[Records from a data collection]
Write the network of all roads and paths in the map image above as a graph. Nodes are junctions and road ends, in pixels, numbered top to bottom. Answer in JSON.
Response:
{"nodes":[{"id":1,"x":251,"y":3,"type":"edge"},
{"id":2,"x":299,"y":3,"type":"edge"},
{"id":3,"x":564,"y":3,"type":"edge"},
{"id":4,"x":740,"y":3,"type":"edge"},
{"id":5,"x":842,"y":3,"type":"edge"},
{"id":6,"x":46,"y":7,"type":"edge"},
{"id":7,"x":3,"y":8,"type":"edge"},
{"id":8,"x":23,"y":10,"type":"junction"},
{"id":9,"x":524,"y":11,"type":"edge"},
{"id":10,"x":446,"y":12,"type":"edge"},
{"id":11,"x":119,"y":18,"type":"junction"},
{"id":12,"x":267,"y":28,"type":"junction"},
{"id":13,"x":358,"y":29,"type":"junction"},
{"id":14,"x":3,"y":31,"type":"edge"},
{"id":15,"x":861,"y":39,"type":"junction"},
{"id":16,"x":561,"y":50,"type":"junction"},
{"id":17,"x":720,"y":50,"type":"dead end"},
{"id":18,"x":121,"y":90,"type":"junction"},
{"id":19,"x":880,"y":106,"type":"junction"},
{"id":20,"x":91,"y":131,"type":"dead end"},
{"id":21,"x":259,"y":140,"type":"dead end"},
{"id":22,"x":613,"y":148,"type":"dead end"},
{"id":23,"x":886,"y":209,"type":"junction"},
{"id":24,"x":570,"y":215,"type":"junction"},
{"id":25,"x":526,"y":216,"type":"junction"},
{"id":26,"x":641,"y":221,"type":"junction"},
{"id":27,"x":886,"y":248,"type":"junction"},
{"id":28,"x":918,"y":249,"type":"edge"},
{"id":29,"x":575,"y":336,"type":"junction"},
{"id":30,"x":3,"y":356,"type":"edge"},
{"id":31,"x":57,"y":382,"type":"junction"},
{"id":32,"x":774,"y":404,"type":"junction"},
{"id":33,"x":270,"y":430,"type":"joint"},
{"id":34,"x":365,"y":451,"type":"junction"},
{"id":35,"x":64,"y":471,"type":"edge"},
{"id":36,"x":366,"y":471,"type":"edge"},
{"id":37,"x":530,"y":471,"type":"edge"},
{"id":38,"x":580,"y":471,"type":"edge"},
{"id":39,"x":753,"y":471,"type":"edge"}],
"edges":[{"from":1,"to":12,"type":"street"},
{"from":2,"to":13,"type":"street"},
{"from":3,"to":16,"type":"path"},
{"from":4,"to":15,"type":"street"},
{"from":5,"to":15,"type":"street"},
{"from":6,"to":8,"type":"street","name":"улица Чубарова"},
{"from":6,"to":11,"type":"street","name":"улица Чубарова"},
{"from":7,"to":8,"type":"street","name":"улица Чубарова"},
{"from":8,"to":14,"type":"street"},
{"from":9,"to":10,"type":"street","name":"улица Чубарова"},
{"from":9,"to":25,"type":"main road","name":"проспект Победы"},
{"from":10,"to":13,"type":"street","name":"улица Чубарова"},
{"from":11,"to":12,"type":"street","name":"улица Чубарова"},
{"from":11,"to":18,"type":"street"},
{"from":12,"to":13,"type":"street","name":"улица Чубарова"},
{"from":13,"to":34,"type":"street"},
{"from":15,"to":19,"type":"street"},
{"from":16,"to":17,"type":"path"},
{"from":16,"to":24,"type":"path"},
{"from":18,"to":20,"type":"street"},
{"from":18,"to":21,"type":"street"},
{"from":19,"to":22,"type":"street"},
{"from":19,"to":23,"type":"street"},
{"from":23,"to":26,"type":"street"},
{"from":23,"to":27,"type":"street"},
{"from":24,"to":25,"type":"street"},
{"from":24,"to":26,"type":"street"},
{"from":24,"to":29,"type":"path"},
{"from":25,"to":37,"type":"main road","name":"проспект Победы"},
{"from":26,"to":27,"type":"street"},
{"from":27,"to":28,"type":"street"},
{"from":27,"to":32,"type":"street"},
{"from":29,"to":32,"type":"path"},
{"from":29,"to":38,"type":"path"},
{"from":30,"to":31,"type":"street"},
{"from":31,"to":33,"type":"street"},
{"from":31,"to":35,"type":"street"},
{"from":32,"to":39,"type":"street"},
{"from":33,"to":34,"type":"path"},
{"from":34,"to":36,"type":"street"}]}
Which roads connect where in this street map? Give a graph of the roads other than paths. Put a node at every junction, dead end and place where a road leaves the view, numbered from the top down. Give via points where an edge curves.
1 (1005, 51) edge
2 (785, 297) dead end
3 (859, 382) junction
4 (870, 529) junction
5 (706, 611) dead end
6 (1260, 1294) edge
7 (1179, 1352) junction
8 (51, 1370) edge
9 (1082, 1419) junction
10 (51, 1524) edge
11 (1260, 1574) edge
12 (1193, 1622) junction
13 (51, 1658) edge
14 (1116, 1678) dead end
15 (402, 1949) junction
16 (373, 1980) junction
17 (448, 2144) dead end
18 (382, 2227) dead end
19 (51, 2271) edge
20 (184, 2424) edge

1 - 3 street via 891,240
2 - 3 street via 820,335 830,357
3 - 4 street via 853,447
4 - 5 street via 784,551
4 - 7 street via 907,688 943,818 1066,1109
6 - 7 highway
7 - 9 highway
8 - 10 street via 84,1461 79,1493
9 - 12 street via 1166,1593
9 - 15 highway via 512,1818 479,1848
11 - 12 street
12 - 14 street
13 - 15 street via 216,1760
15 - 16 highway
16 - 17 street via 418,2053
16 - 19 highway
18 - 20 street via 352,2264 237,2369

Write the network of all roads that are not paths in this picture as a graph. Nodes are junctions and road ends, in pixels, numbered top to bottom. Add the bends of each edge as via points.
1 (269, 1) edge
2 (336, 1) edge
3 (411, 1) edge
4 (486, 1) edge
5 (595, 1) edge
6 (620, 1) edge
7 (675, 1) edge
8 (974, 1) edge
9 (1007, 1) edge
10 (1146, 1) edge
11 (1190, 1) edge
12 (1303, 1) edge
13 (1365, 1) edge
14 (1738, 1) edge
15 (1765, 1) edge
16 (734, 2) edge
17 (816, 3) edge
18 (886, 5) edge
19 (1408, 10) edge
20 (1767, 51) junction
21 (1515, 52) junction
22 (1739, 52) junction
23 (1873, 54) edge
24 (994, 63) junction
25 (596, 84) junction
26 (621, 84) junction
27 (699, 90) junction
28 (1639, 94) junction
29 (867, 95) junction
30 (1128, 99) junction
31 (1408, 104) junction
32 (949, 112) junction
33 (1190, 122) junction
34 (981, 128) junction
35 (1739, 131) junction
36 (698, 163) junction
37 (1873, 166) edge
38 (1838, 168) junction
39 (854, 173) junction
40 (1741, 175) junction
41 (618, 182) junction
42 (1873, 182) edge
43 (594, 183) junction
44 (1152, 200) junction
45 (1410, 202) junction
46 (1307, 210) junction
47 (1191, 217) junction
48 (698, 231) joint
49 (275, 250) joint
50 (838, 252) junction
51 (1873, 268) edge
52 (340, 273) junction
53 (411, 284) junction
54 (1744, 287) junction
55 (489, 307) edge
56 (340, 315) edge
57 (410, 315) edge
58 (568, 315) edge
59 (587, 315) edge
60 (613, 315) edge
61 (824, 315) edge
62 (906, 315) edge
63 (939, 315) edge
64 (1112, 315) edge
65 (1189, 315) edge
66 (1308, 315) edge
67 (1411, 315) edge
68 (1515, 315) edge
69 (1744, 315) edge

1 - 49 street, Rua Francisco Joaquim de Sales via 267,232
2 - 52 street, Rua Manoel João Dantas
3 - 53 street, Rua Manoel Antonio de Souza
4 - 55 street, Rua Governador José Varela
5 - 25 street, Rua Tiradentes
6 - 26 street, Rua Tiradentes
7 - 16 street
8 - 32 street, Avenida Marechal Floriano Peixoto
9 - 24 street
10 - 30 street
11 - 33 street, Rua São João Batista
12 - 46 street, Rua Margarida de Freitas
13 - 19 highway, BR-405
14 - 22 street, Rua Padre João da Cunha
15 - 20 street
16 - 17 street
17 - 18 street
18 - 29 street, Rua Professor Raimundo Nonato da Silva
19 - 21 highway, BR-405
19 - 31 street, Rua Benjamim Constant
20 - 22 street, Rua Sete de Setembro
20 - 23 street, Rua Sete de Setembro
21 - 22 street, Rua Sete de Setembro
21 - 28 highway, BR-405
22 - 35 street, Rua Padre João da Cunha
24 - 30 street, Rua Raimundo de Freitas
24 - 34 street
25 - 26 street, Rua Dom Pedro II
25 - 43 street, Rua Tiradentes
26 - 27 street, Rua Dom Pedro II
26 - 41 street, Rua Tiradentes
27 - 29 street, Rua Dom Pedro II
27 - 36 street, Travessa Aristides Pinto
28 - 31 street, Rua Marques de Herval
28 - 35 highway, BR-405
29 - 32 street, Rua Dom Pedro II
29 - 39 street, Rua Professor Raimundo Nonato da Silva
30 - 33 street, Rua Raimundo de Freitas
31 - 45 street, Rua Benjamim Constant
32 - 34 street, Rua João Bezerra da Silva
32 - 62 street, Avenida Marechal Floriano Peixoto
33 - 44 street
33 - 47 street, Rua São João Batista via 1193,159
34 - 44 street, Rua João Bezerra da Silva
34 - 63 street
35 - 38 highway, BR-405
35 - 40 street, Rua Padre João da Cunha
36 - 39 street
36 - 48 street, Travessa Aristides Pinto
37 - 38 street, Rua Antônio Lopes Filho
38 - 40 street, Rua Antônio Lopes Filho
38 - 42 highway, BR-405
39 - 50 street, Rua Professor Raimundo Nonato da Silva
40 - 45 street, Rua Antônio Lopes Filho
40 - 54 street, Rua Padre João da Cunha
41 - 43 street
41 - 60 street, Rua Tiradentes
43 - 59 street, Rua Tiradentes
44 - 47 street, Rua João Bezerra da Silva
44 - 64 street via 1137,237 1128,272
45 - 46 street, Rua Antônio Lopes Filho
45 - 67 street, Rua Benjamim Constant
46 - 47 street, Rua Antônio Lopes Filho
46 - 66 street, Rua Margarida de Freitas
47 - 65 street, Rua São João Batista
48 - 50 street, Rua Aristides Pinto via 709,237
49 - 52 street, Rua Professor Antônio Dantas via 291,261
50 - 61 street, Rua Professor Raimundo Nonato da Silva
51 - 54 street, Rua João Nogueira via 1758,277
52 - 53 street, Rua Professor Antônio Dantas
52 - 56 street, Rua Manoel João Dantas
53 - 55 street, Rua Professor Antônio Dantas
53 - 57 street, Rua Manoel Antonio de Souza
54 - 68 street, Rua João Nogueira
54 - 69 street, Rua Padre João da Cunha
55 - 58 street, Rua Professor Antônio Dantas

— Activity —
Return each line in the records that holds the string "Freitas".

— Response area —
12 - 46 street, Rua Margarida de Freitas
24 - 30 street, Rua Raimundo de Freitas
30 - 33 street, Rua Raimundo de Freitas
46 - 66 street, Rua Margarida de Freitas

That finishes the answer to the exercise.